Eduardo foi informado que um dos princípios norteadores do processo do trabalho é o jus postulandi, que é a faculdade atribuída ao empregado e ao empregador de reclamar e/ou se defender pessoalmente perante a Justiça do Trabalho, sem estar assistido por advogado. Tal premissa é limitada, segundo a legislação atual e a jurisprudência pacífica do TST, sendo que Eduardo deverá estar assistido por advogado se pretender
- A)aduzir razões finais em audiência.
Errada, porque aduzir razões finais em audiência ainda pode ocorrer no âmbito do jus postulandi na Justiça do Trabalho.

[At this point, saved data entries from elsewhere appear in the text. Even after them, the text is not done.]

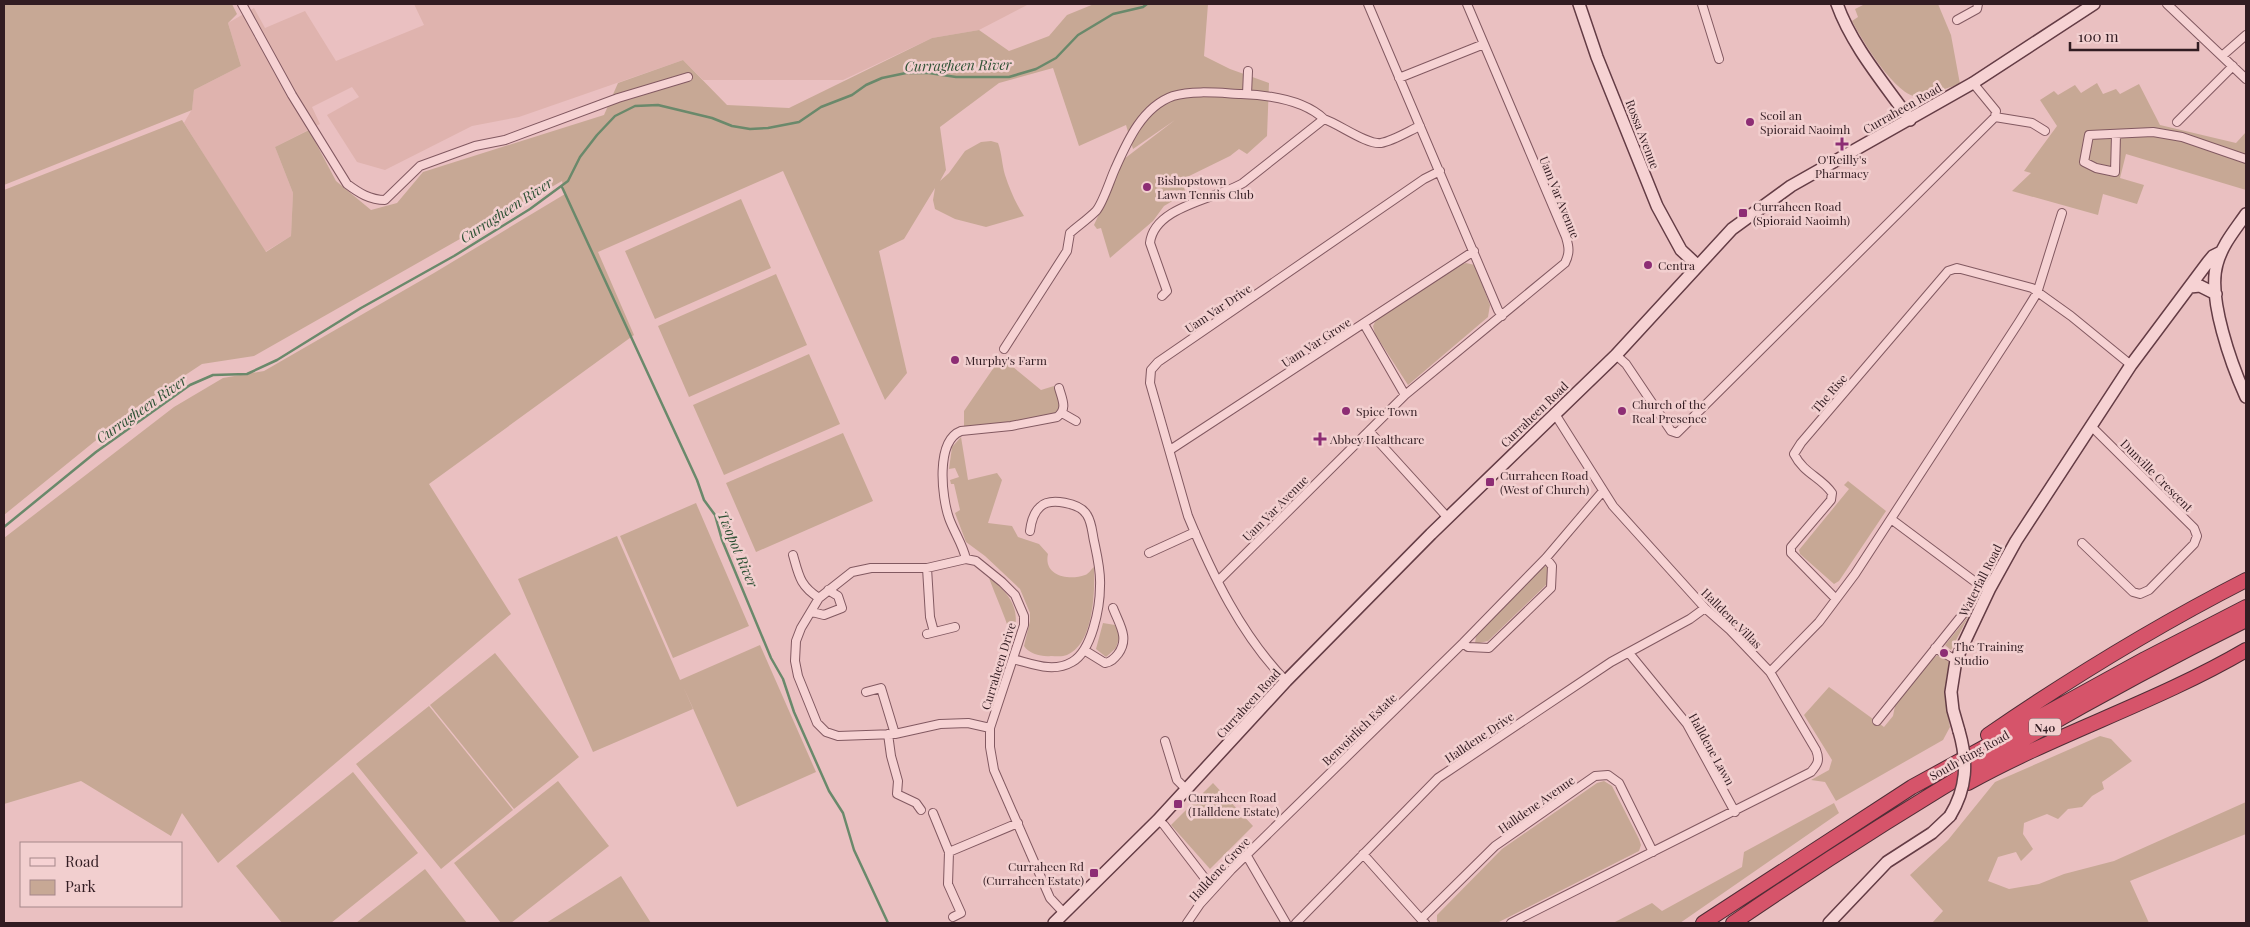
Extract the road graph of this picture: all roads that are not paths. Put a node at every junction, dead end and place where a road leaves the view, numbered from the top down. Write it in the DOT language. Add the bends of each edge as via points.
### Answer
graph roads {
  1 [pos="242,4"];
  2 [pos="1368,4"];
  3 [pos="1467,4"];
  4 [pos="1578,4"];
  5 [pos="1702,4"];
  6 [pos="1837,4"];
  7 [pos="1978,4"];
  8 [pos="2094,4"];
  9 [pos="2167,4"];
  10 [pos="2082,7"];
  11 [pos="1957,20"];
  12 [pos="2246,35"];
  13 [pos="1484,44"];
  14 [pos="2222,56"];
  15 [pos="1719,59"];
  16 [pos="2233,66"];
  17 [pos="1248,71"];
  18 [pos="688,77"];
  19 [pos="1399,78"];
  20 [pos="2246,79"];
  21 [pos="1973,83"];
  22 [pos="1247,94"];
  23 [pos="1995,117"];
  24 [pos="1324,119"];
  25 [pos="1910,120"];
  26 [pos="2176,122"];
  27 [pos="1420,126"];
  28 [pos="2045,131"];
  29 [pos="2116,135"];
  30 [pos="2246,159"];
  31 [pos="1440,171"];
  32 [pos="2062,213"];
  33 [pos="2246,214"];
  34 [pos="1474,250"];
  35 [pos="2221,252"];
  36 [pos="1697,265"];
  37 [pos="2190,287"];
  38 [pos="2036,293"];
  39 [pos="2216,294"];
  40 [pos="1162,296"];
  41 [pos="1502,316"];
  42 [pos="1364,324"];
  43 [pos="1004,349"];
  44 [pos="1616,355"];
  45 [pos="2131,365"];
  46 [pos="1059,388"];
  47 [pos="1405,395"];
  48 [pos="2246,397"];
  49 [pos="1062,414"];
  50 [pos="1555,414"];
  51 [pos="1076,422"];
  52 [pos="2091,426"];
  53 [pos="1369,431"];
  54 [pos="1170,450"];
  55 [pos="1603,491"];
  56 [pos="1448,518"];
  57 [pos="1891,519"];
  58 [pos="1030,531"];
  59 [pos="1195,532"];
  60 [pos="2082,543"];
  61 [pos="1150,553"];
  62 [pos="793,555"];
  63 [pos="1546,558"];
  64 [pos="966,559"];
  65 [pos="927,568"];
  66 [pos="2246,580"];
  67 [pos="1218,581"];
  68 [pos="1990,588"];
  69 [pos="828,590"];
  70 [pos="819,598"];
  71 [pos="1836,599"];
  72 [pos="2246,607"];
  73 [pos="1114,608"];
  74 [pos="1705,608"];
  75 [pos="812,612"];
  76 [pos="1963,614"];
  77 [pos="2246,620"];
  78 [pos="955,627"];
  79 [pos="1463,643"];
  80 [pos="1934,648"];
  81 [pos="1084,650"];
  82 [pos="2246,650"];
  83 [pos="1629,653"];
  84 [pos="1013,659"];
  85 [pos="1956,660"];
  86 [pos="1770,672"];
  87 [pos="1286,681"];
  88 [pos="866,692"];
  89 [pos="1877,721"];
  90 [pos="990,728"];
  91 [pos="891,734"];
  92 [pos="1165,741"];
  93 [pos="1912,787"];
  94 [pos="1186,789"];
  95 [pos="921,810"];
  96 [pos="1735,812"];
  97 [pos="933,813"];
  98 [pos="1158,820"];
  99 [pos="1018,823"];
  100 [pos="1270,832"];
  101 [pos="1850,847"];
  102 [pos="949,852"];
  103 [pos="1653,852"];
  104 [pos="1363,854"];
  105 [pos="1247,856"];
  106 [pos="1213,889"];
  107 [pos="1064,913"];
  108 [pos="953,917"];
  109 [pos="1423,921"];
  110 [pos="1054,923"];
  111 [pos="1187,923"];
  112 [pos="1286,923"];
  113 [pos="1296,923"];
  114 [pos="1511,923"];
  115 [pos="1703,923"];
  116 [pos="1733,923"];
  117 [pos="1829,923"];
  1 -- 18 [label="street" via="347,184 376,200 385,200 420,166"];
  2 -- 19 [label="street"];
  3 -- 13 [label="street, Uam Var Avenue"];
  4 -- 36 [label="street, Rossa Avenue" via="1657,206 1680,250"];
  5 -- 15 [label="street"];
  6 -- 25 [label="street" via="1867,60"];
  7 -- 11 [label="street" via="1977,9"];
  8 -- 10 [label="street, Curraheen Road"];
  9 -- 14 [label="street"];
  10 -- 21 [label="street, Curraheen Road"];
  12 -- 14 [label="street"];
  13 -- 19 [label="street"];
  13 -- 41 [label="street, Uam Var Avenue" via="1569,246 1565,262"];
  14 -- 16 [label="street"];
  16 -- 20 [label="street"];
  16 -- 26 [label="street"];
  17 -- 22 [label="street"];
  19 -- 27 [label="street"];
  21 -- 23 [label="street" via="1996,110"];
  21 -- 25 [label="street, Curraheen Road"];
  22 -- 24 [label="street" via="1284,100 1316,112"];
  22 -- 43 [label="street" via="1209,92 1173,96 1158,104 1140,121 1097,210 1070,233 1067,251"];
  23 -- 28 [label="street" via="2032,122"];
  23 -- 44 [label="street" via="1677,433 1671,432 1626,364"];
  24 -- 27 [label="street" via="1372,142 1381,143"];
  24 -- 40 [label="street" via="1243,184 1172,212 1163,219 1150,243 1167,291"];
  25 -- 36 [label="street, Curraheen Road" via="1791,186 1732,228"];
  27 -- 31 [label="street"];
  29 -- 29 [label="street" via="2089,135 2084,162 2115,172"];
  29 -- 30 [label="street" via="2153,132 2182,137"];
  31 -- 34 [label="street"];
  31 -- 54 [label="street, Uam Var Drive" via="1158,362 1151,370 1150,383"];
  32 -- 38 [label="street"];
  33 -- 35 [label="street"];
  34 -- 41 [label="street"];
  34 -- 42 [label="street, Uam Var Grove"];
  35 -- 37 [label="street, Waterfall Road" via="2213,256"];
  35 -- 39 [label="street" via="2216,267"];
  36 -- 44 [label="street, Curraheen Road"];
  37 -- 39 [label="street" via="2200,286"];
  37 -- 45 [label="street, Waterfall Road"];
  38 -- 45 [label="street, The Rise" via="2071,316"];
  38 -- 57 [label="street"];
  38 -- 71 [label="street, The Rise" via="2032,288 1957,268 1948,271 1801,443 1794,454 1800,465 1832,493 1831,500 1791,547 1791,553"];
  39 -- 48 [label="street" via="2227,348"];
  41 -- 47 [label="street, Uam Var Avenue"];
  42 -- 47 [label="street"];
  42 -- 54 [label="street, Uam Var Grove"];
  44 -- 50 [label="street, Curraheen Road"];
  45 -- 52 [label="street, Waterfall Road"];
  46 -- 49 [label="street" via="1064,405"];
  47 -- 53 [label="street, Uam Var Avenue"];
  49 -- 51 [label="street"];
  49 -- 64 [label="street" via="1035,422 961,431 950,440 944,460 943,494 948,517"];
  50 -- 55 [label="street, Halldene Villas"];
  50 -- 56 [label="street, Curraheen Road"];
  52 -- 60 [label="street, Dunville Crescent" via="2194,528 2197,536 2194,544 2149,590 2140,594 2133,592"];
  52 -- 68 [label="street, Waterfall Road" via="2016,540"];
  53 -- 56 [label="street"];
  53 -- 67 [label="street, Uam Var Avenue"];
  54 -- 59 [label="street, Uam Var Drive"];
  55 -- 63 [label="street, Benvoirlich Estate"];
  55 -- 74 [label="street, Halldene Villas"];
  56 -- 87 [label="street, Curraheen Road"];
  57 -- 68 [label="street" via="1974,581"];
  57 -- 71 [label="street"];
  58 -- 81 [label="street" via="1033,516 1044,504 1072,504 1084,510 1090,520 1101,585 1092,632"];
  59 -- 61 [label="street"];
  59 -- 67 [label="street, Uam Var Drive"];
  62 -- 70 [label="street" via="801,582"];
  63 -- 79 [label="street, Benvoirlich Estate"];
  63 -- 79 [label="street" via="1552,566 1551,588 1489,648 1468,647"];
  64 -- 65 [label="street, Curraheen Drive"];
  64 -- 84 [label="street, Curraheen Drive" via="976,561 1002,582 1020,604 1024,625"];
  65 -- 69 [label="street, Curraheen Drive" via="871,568 852,572"];
  65 -- 78 [label="street" via="930,633"];
  66 -- 93 [label="highway" via="2179,615 2061,685"];
  67 -- 87 [label="street, Uam Var Drive" via="1233,611"];
  68 -- 85 [label="street, Waterfall Road"];
  69 -- 70 [label="street, Curraheen Drive"];
  69 -- 75 [label="street" via="838,596 842,608 824,615"];
  70 -- 75 [label="street, Curraheen Drive"];
  71 -- 86 [label="street" via="1810,632"];
  72 -- 93 [label="highway, South Ring Road / N40"];
  73 -- 81 [label="street" via="1124,637 1118,654 1105,663"];
  74 -- 83 [label="street, Halldene Drive"];
  74 -- 86 [label="street, Halldene Villas"];
  75 -- 91 [label="street, Curraheen Drive" via="796,641 795,661 817,723 826,732 838,736"];
  76 -- 80 [label="street"];
  77 -- 101 [label="highway, South Ring Road / N40" via="2179,653 2041,730 1934,792"];
  79 -- 100 [label="street, Benvoirlich Estate"];
  80 -- 85 [label="street"];
  80 -- 89 [label="street"];
  81 -- 84 [label="street" via="1073,661 1059,667 1042,667"];
  82 -- 101 [label="highway" via="2159,696 2017,757"];
  83 -- 96 [label="street, Halldene Lawn" via="1687,724"];
  83 -- 104 [label="street, Halldene Drive" via="1438,778"];
  84 -- 90 [label="street, Curraheen Drive"];
  85 -- 117 [label="street, Waterfall Road, bridge" via="1951,692 1964,754 1965,779 1960,798 1950,816 1932,833 1887,862"];
  86 -- 96 [label="street, Halldene Villas" via="1818,757 1818,764 1811,772"];
  87 -- 94 [label="street, Curraheen Road"];
  88 -- 91 [label="street" via="881,688"];
  90 -- 91 [label="street, Curraheen Drive" via="968,722"];
  90 -- 99 [label="street, Curraheen Drive" via="994,770"];
  91 -- 95 [label="street" via="897,794 916,802"];
  92 -- 94 [label="street" via="1176,780"];
  93 -- 115 [label="highway, South Ring Road / N40"];
  94 -- 98 [label="street, Curraheen Road"];
  96 -- 103 [label="street"];
  97 -- 102 [label="street"];
  98 -- 106 [label="street"];
  98 -- 107 [label="street, Curraheen Road"];
  99 -- 102 [label="street"];
  99 -- 107 [label="street, Curraheen Drive" via="1050,898"];
  100 -- 105 [label="street, Halldene Grove"];
  101 -- 116 [label="highway, South Ring Road / N40"];
  102 -- 108 [label="street" via="948,884 961,913"];
  103 -- 109 [label="street, Halldene Avenue" via="1619,783 1608,775 1595,776 1495,846"];
  103 -- 114 [label="street"];
  104 -- 109 [label="street"];
  104 -- 113 [label="street, Halldene Drive"];
  105 -- 106 [label="street, Halldene Grove"];
  105 -- 112 [label="street"];
  106 -- 111 [label="street, Halldene Grove"];
  107 -- 110 [label="street, Curraheen Road"];
}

- B)contestar reclamação trabalhista.
Errada, porque a contestação da reclamação trabalhista é ato compatível com a atuação pessoal da parte em primeiro grau.

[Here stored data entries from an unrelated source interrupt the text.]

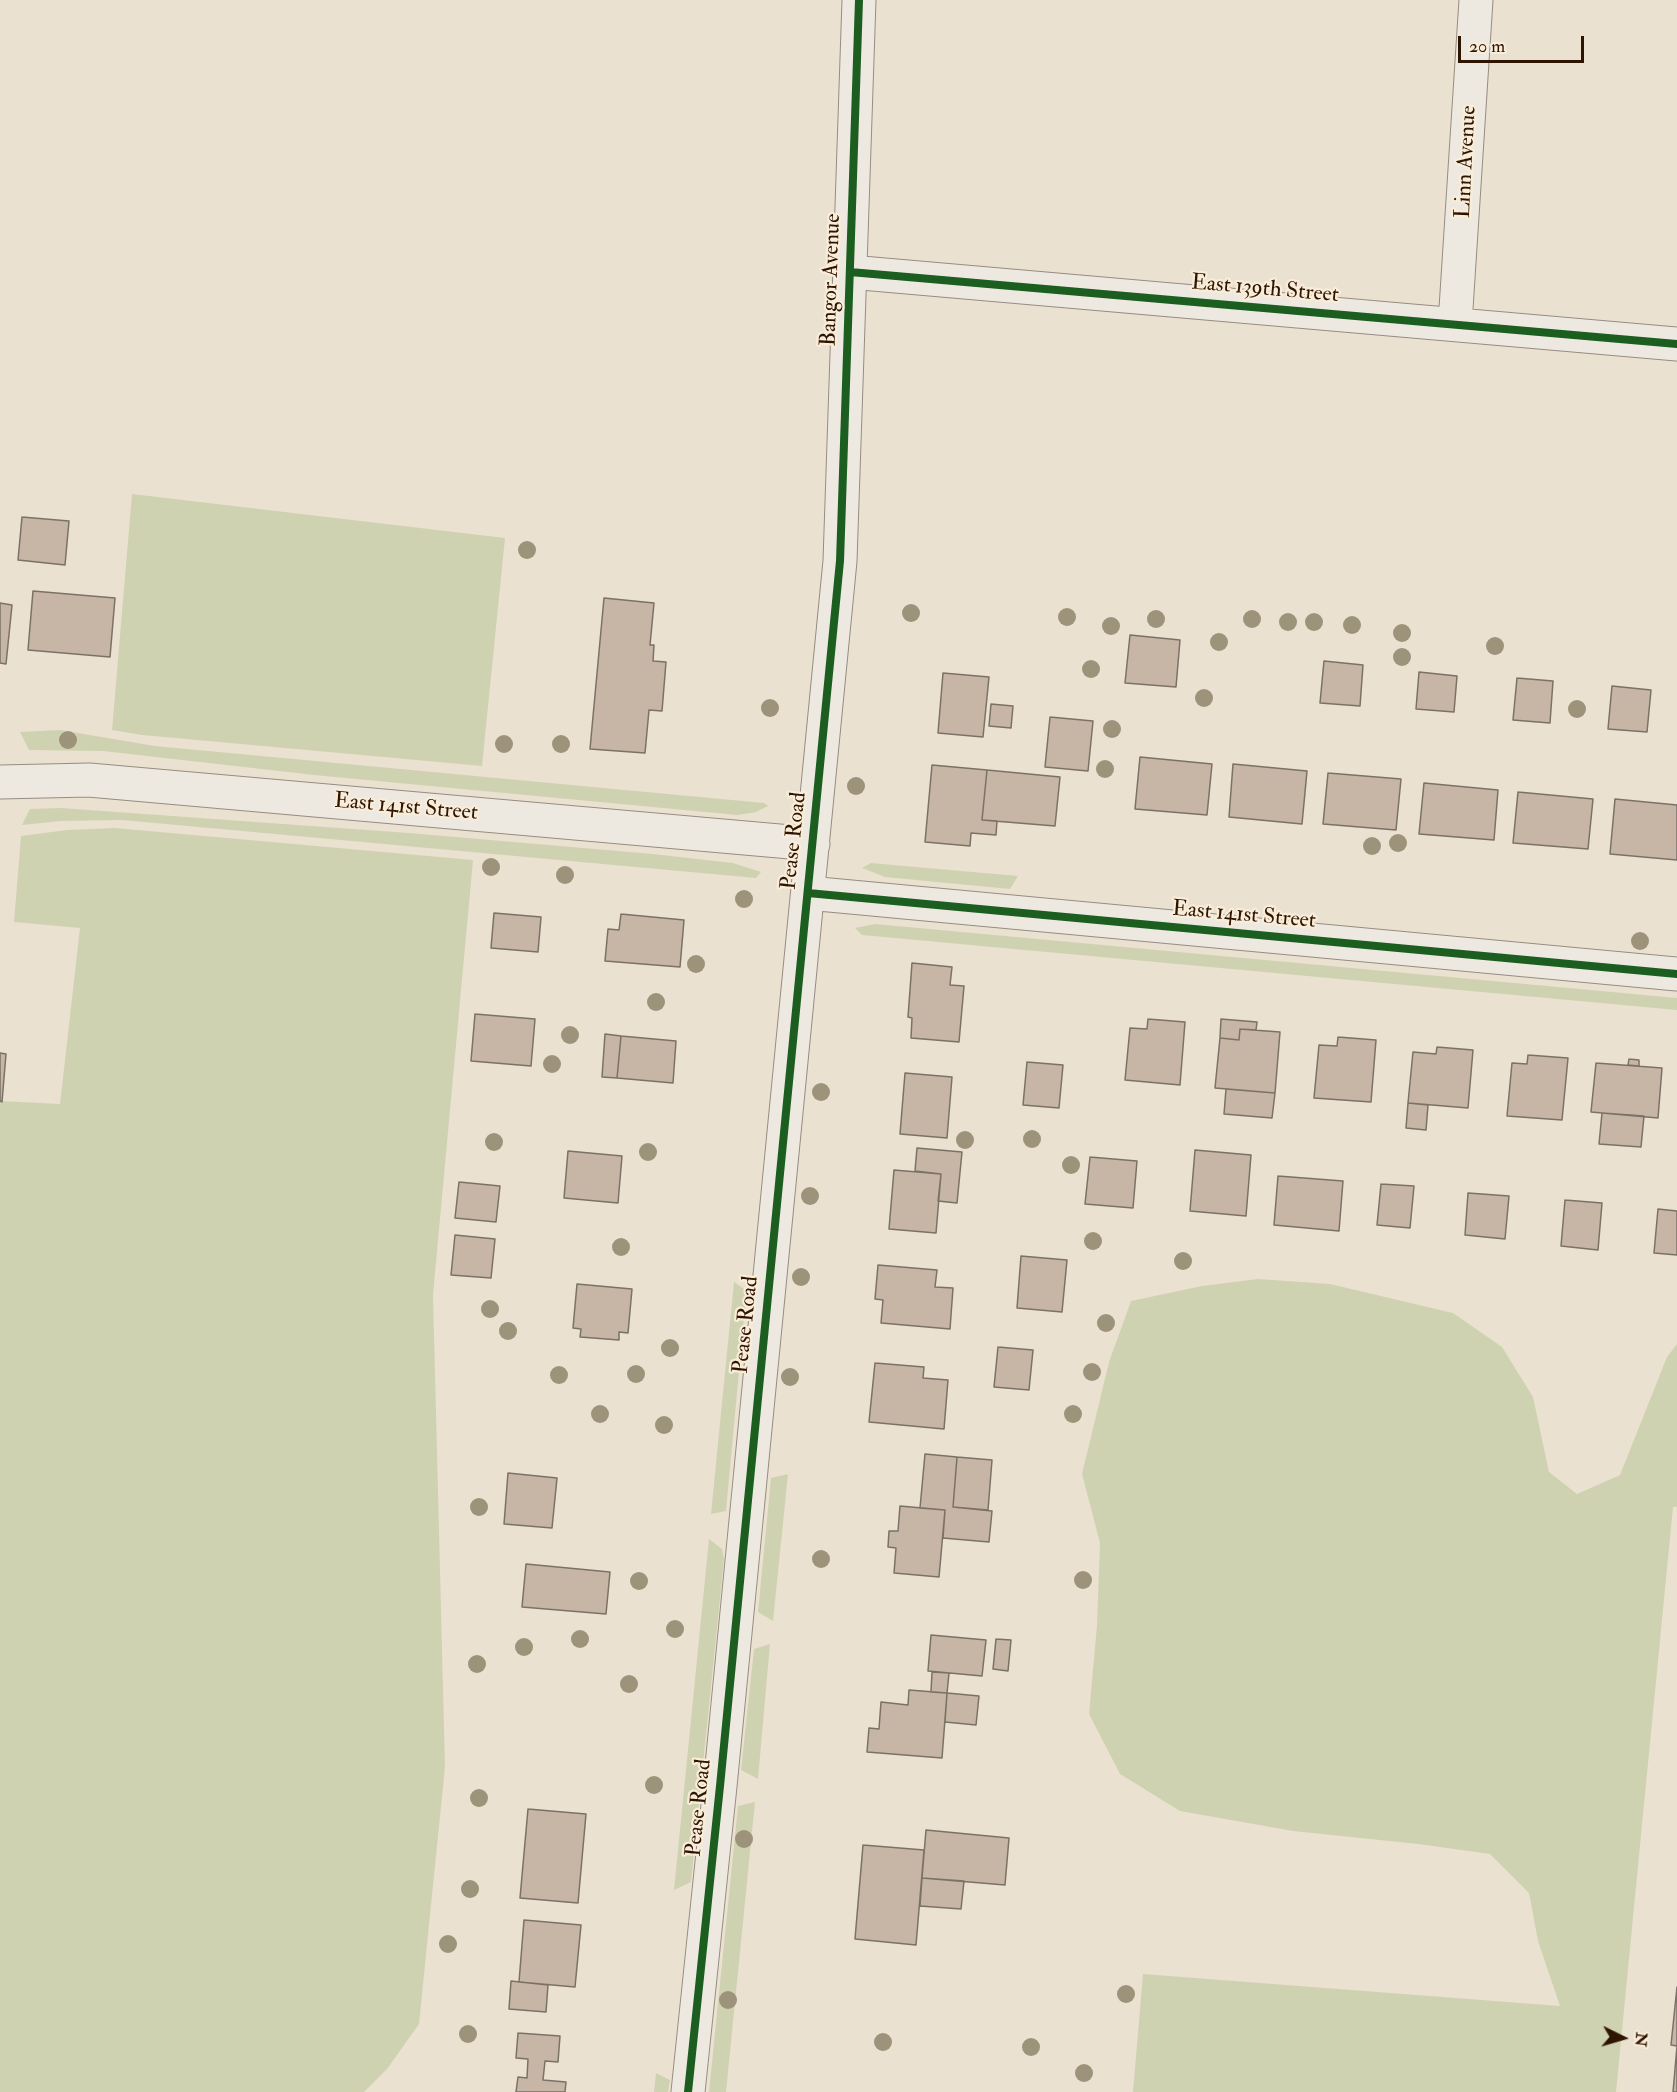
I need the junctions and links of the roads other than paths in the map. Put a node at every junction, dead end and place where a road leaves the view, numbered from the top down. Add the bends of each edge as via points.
1 (859, 0) edge
2 (1476, 0) edge
3 (850, 272) junction
4 (1455, 324) junction
5 (1677, 344) edge
6 (840, 561) joint
7 (0, 782) edge
8 (813, 844) junction
9 (808, 893) junction
10 (1677, 974) edge
11 (688, 2092) edge

1 - 3 street, Bangor Avenue
2 - 4 street, Linn Avenue
3 - 4 street, East 139th Street
3 - 6 street, Bangor Avenue
4 - 5 street, East 139th Street
6 - 8 street, Pease Road
7 - 8 street, East 141st Street via 89,780
8 - 9 street, Pease Road
9 - 10 street, East 141st Street
9 - 11 street, Pease Road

- C)ingressar com ação rescisória.
Certa, porque a ação rescisória não é abrangida pelo jus postulandi, conforme a Súmula 425 do TST.
- D)interpor recurso ordinário.
Errada, porque o jus postulandi alcança, em regra, os recursos nas instâncias ordinárias da Justiça do Trabalho, como o recurso ordinário.
- E)inquirir testemunhas em audiência.
Errada, porque inquirir testemunhas em audiência é ato processual que pode ser praticado sem advogado nas hipóteses admitidas pela CLT.
Gabarito: C
O jus postulandi é a possibilidade de empregado e empregador atuarem pessoalmente na Justiça do Trabalho, sem advogado, prevista no art. 791 da CLT. A ideia é facilitar o acesso à Justiça, mas ela não é ilimitada: com o tempo, a jurisprudência do TST foi apertando esse alcance para evitar que a parte fique perdida no meio do caminho processual. Hoje, segundo a Súmula 425 do TST, esse direito vale apenas nas Varas do Trabalho e nos Tribunais Regionais do Trabalho. Ou seja, você até consegue caminhar sozinho em muitas fases iniciais, mas não pode avançar para alguns atos mais técnicos e sofisticados do sistema recursal e de ações autônomas. É exatamente por isso que a alternativa correta é a letra C. A ação rescisória exige assistência por advogado, porque o TST entende que ela não se enquadra no jus postulandi. A ação rescisória, aliás, é uma ação autônoma de impugnação, com forte carga técnica e regras próprias, o que afasta a atuação pessoal das partes nessa hipótese. Na prática, a banca adora testar essa limitação: o enunciado fala do princípio para atrair você à ideia de atuação sem advogado, mas depois cobra o detalhe que derruba o atalho. Aqui, o detalhe é que ação rescisória não entra no pacote do jus postulandi.